Just as a cotton gin separates cotton fibers from seeds, separation methods for complex biological samples are often required to ferret out targets of interest for researchers and physicians.

February 17, 2020

Just as a cotton gin separates cotton fibers from seeds, separation methods for complex biological samples are often required to ferret out targets of interest for researchers and physicians. Diagnostic tests may require the separation of certain classes of cells from blood and specific proteins or DNA markers for disease from plasma.

This field has come a long way, and there are a wide variety of methods employed to separate biomarkers or bioanalytes from a sample. Part art, part science, such separation techniques are becoming ever more sophisticated. However, many large-scale methods are time- and resource-intensive. So how do researchers sidestep this? They take everything and make it smaller.

That’s the idea behind “microfluidic” (or nanofluidic) devices. These inventions can accomplish the same task of separating cells and biomarkers used in conventional benchtop separation techniques, but reduce the resources needed and thus the cost. Microfluidic devices take many forms, depending on specific need. Some are modeled like human tissue, and others work by exploiting electric fields or channels that divide particles by charge or size.

Functioning much like small factories, all the internal mechanisms are pre-set to sort a given sample’s components, and because all the materials needed for the separation are confined within the device, fewer specialized skills are required to use them.

“Twenty years ago, there were more specific groups that had to use (large-scale) facilities, and they would understand how to build these devices, so the community was smaller,” said Alexandra Ros, faculty member in the Biodesign Center for Applied Structural Discovery and associate professor in the School for Molecular Sciences. “Now, you can purchase devices — there are no specialized skills required to fabricate them anymore.”

One method of generating these microfluidic devices includes 3D printing. As many know, 3D printers are capable of making objects ranging anywhere from jewelry to the metal parts used in assembling airplanes.
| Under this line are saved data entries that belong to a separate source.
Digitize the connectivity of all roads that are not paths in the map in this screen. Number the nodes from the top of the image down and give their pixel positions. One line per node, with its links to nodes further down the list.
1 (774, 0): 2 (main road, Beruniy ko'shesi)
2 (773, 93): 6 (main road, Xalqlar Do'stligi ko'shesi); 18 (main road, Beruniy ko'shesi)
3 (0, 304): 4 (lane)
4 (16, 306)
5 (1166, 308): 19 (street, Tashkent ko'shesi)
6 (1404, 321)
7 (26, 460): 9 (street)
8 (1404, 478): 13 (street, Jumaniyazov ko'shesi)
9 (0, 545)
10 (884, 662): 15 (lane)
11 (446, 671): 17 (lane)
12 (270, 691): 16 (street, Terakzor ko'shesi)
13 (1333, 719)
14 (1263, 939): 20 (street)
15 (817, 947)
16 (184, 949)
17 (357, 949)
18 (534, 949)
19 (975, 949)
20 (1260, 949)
But recently, 3D printing technology has been exploited for making these micro- and nanofluidic devices and all their components, eliminating the need for human labor and specialty facilities.
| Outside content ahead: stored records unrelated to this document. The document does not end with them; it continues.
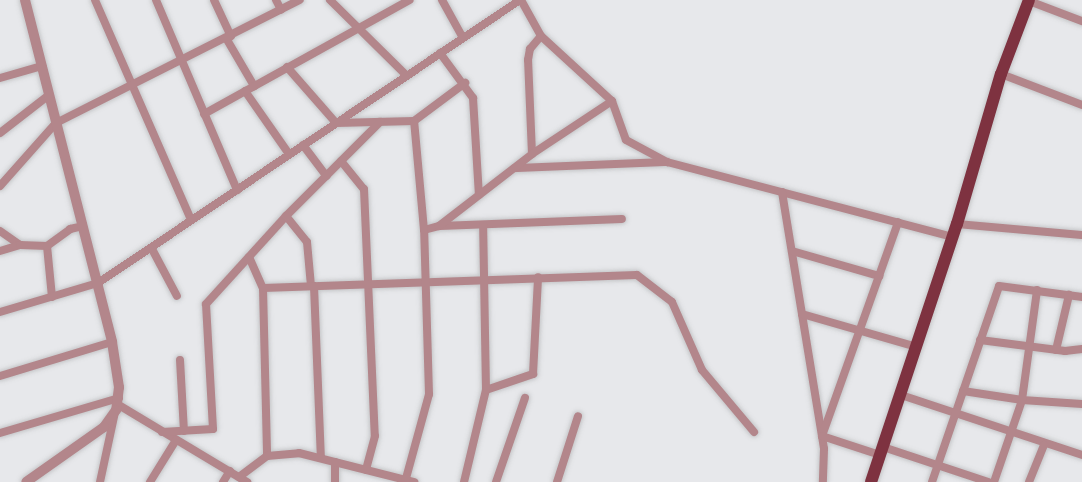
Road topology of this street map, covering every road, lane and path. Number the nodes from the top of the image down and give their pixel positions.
1 (25, 0) edge
2 (95, 0) edge
3 (156, 0) edge
4 (214, 0) edge
5 (276, 0) edge
6 (300, 0) edge
7 (330, 0) edge
8 (410, 0) edge
9 (442, 0) edge
10 (521, 0) edge
11 (1029, 1) edge
12 (280, 10) junction
13 (1082, 21) edge
14 (358, 28) junction
15 (541, 36) junction
16 (229, 37) junction
17 (463, 39) junction
18 (440, 53) junction
19 (181, 62) junction
20 (42, 66) junction
21 (287, 67) junction
22 (1002, 74) junction
23 (407, 76) junction
24 (0, 78) edge
25 (465, 83) junction
26 (135, 86) junction
27 (254, 86) junction
28 (245, 91) junction
29 (49, 95) junction
30 (612, 101) junction
31 (1082, 105) edge
32 (204, 114) junction
33 (380, 122) junction
34 (414, 122) junction
35 (56, 123) junction
36 (336, 123) junction
37 (0, 133) edge
38 (303, 145) junction
39 (289, 154) junction
40 (532, 154) junction
41 (341, 161) junction
42 (667, 162) junction
43 (514, 168) junction
44 (326, 176) junction
45 (0, 186) edge
46 (237, 190) junction
47 (782, 192) junction
48 (479, 195) junction
49 (286, 216) junction
50 (622, 219) dead end
51 (191, 220) junction
52 (898, 222) junction
53 (957, 224) junction
54 (483, 225) junction
55 (83, 226) junction
56 (439, 226) junction
57 (424, 230) junction
58 (0, 231) edge
59 (1082, 235) edge
60 (953, 237) junction
61 (20, 245) junction
62 (47, 246) junction
63 (152, 249) junction
64 (792, 250) junction
65 (0, 251) edge
66 (249, 256) junction
67 (879, 276) junction
68 (538, 277) junction
69 (484, 279) junction
70 (424, 282) junction
71 (98, 283) junction
72 (366, 284) junction
73 (313, 286) junction
74 (263, 288) junction
75 (1037, 290) junction
76 (1069, 295) junction
77 (177, 296) dead end
78 (52, 297) junction
79 (1082, 297) edge
80 (0, 312) edge
81 (802, 314) junction
82 (859, 330) junction
83 (980, 340) junction
84 (112, 342) junction
85 (917, 347) junction
86 (1030, 347) junction
87 (1082, 349) edge
88 (1056, 350) junction
89 (180, 360) dead end
90 (0, 376) edge
91 (486, 390) junction
92 (963, 391) junction
93 (901, 395) junction
94 (525, 398) dead end
95 (1022, 400) junction
96 (117, 404) junction
97 (1082, 404) edge
98 (955, 414) junction
99 (578, 416) dead end
100 (184, 431) junction
101 (162, 432) junction
102 (754, 432) dead end
103 (0, 433) edge
104 (1011, 433) junction
105 (822, 436) junction
106 (176, 440) junction
107 (1044, 445) junction
108 (882, 451) junction
109 (1082, 455) edge
110 (267, 456) junction
111 (321, 458) junction
112 (334, 462) junction
113 (938, 465) junction
114 (366, 470) junction
115 (230, 471) junction
116 (239, 477) junction
117 (408, 481) edge
118 (559, 481) edge
119 (26, 482) edge
120 (100, 482) edge
121 (150, 482) edge
122 (223, 482) edge
123 (247, 482) edge
124 (335, 482) edge
125 (464, 482) edge
126 (496, 482) edge
127 (823, 482) edge
128 (871, 482) edge
129 (932, 482) edge
130 (988, 482) edge
131 (994, 482) edge
132 (1029, 482) edge

1 - 20 street
2 - 26 street
3 - 19 street
4 - 16 street
5 - 12 street
6 - 12 street
7 - 14 street
8 - 14 street
9 - 17 street
10 - 15 street
10 - 17 street
11 - 13 street
11 - 22 main road
12 - 16 street
14 - 21 street
14 - 23 street
15 - 30 street
15 - 40 street
16 - 19 street
16 - 27 street
17 - 18 street
18 - 23 street
18 - 25 street
19 - 26 street
19 - 32 street
20 - 24 street
20 - 29 street
21 - 27 street
21 - 36 street
22 - 31 street
22 - 53 main road
23 - 36 street
25 - 34 street
25 - 48 street
26 - 35 street
26 - 51 street
27 - 28 street
28 - 32 street
28 - 39 street
29 - 35 street
29 - 37 street
30 - 40 street
30 - 42 street
32 - 46 street
33 - 34 street
33 - 36 street
33 - 41 street
34 - 57 street
35 - 45 street
35 - 55 street
36 - 38 street
38 - 39 street
38 - 44 street
39 - 46 street
40 - 43 street
41 - 44 street
41 - 72 street
42 - 43 street
42 - 47 street
43 - 48 street
44 - 49 street
46 - 51 street
47 - 52 street
47 - 64 street
48 - 56 street
49 - 66 street
49 - 73 street
50 - 54 street
51 - 63 street
52 - 60 street
52 - 67 street
53 - 59 street
53 - 60 main road
54 - 56 street
54 - 69 street
55 - 62 street
55 - 71 street
56 - 57 street
57 - 70 street
58 - 61 street
60 - 85 main road
61 - 62 street
61 - 65 street
62 - 78 street
63 - 71 street
63 - 77 street
64 - 67 street
64 - 81 street
66 - 74 street
66 - 100 street
67 - 82 street
68 - 69 street
68 - 91 street
68 - 102 street
69 - 70 street
69 - 91 street
70 - 72 street
70 - 117 street
71 - 78 street
71 - 84 street
72 - 73 street
72 - 114 street
73 - 74 street
73 - 111 street
74 - 110 street
75 - 76 street
75 - 83 street
75 - 86 street
76 - 79 street
76 - 88 street
78 - 80 street
81 - 82 street
81 - 105 street
82 - 85 street
82 - 105 street
83 - 86 street
83 - 92 street
84 - 90 street
84 - 96 street
85 - 93 main road
86 - 88 street
86 - 95 street
87 - 88 street
89 - 100 street
91 - 125 street
92 - 95 street
92 - 98 street
93 - 98 street
93 - 108 main road
94 - 126 street
95 - 97 street
95 - 104 street
96 - 101 street
96 - 103 street
96 - 119 street
96 - 120 street
98 - 104 street
98 - 113 street
99 - 118 street
100 - 101 street
101 - 106 street
104 - 107 street
104 - 131 street
105 - 108 street
105 - 127 street
106 - 115 street
106 - 121 street
107 - 109 street
107 - 132 street
108 - 113 street
108 - 128 main road
110 - 111 street
110 - 116 street
111 - 112 street
112 - 114 street
112 - 124 street
113 - 129 street
113 - 130 street
114 - 117 street
115 - 116 street
115 - 122 street
116 - 123 street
“Think about the 3D printer — when you have the device, you switch it on and feed it a drawing, which is different from having to be in a clean room and building it yourself,” Ros said.

In a review paper published in Annual Review of Analytical Chemistry, Ros — along with first author and postdoc Mukul Sonker— highlighted recent progress in the field. They discuss the advantages and disadvantages of separations in micro- and nanofluidic devices versus their macrocounterparts and review the separation techniques employed within these devices.

“The aim was to summarize separation phenomena that can only be achieved at micro- to the nanoscale,” Sonker said. “We have focused on some unique techniques that can only be realized at these scales and are novel in terms of their separation aspects.”

These techniques include dielectrophoresis and electrophoresis methods. In dielectrophoresis, a biological particle is subjected to a nonuniform electric field exerting a dielectrophoretic force, leading to migration. For biomedical purposes, dielectrophoresis is used to characterize cell types.

In electrophoresis, particles, upon being subjected to a uniform electric field, separate based on charge. This is a common technology for separating nucleic acids or proteins from a human sample.

The paper additionally discusses two size-based separation methods: lateral displacement separation and ratchet mechanisms. In these phenomena, there are obstacles placed within the device. As the particles travel through a channel, these obstacles prompt the particles to arrange themselves by size. These can be used with or without an electric field present and are typically applied to separate cell types of different sizes, such as tumor cells, red blood cells and white blood cells. 

Lastly, in entropic trapping, biomolecules (namely DNA) are arranged by level of entropy, which in this case gauges the number of arrangements that molecule can take. There are shallow and deep channels that trap biomolecules based on their entropy level, which often also corresponds to size.

The review paper provides ample background on each technique, offering a useful resource for anyone within or outside the field.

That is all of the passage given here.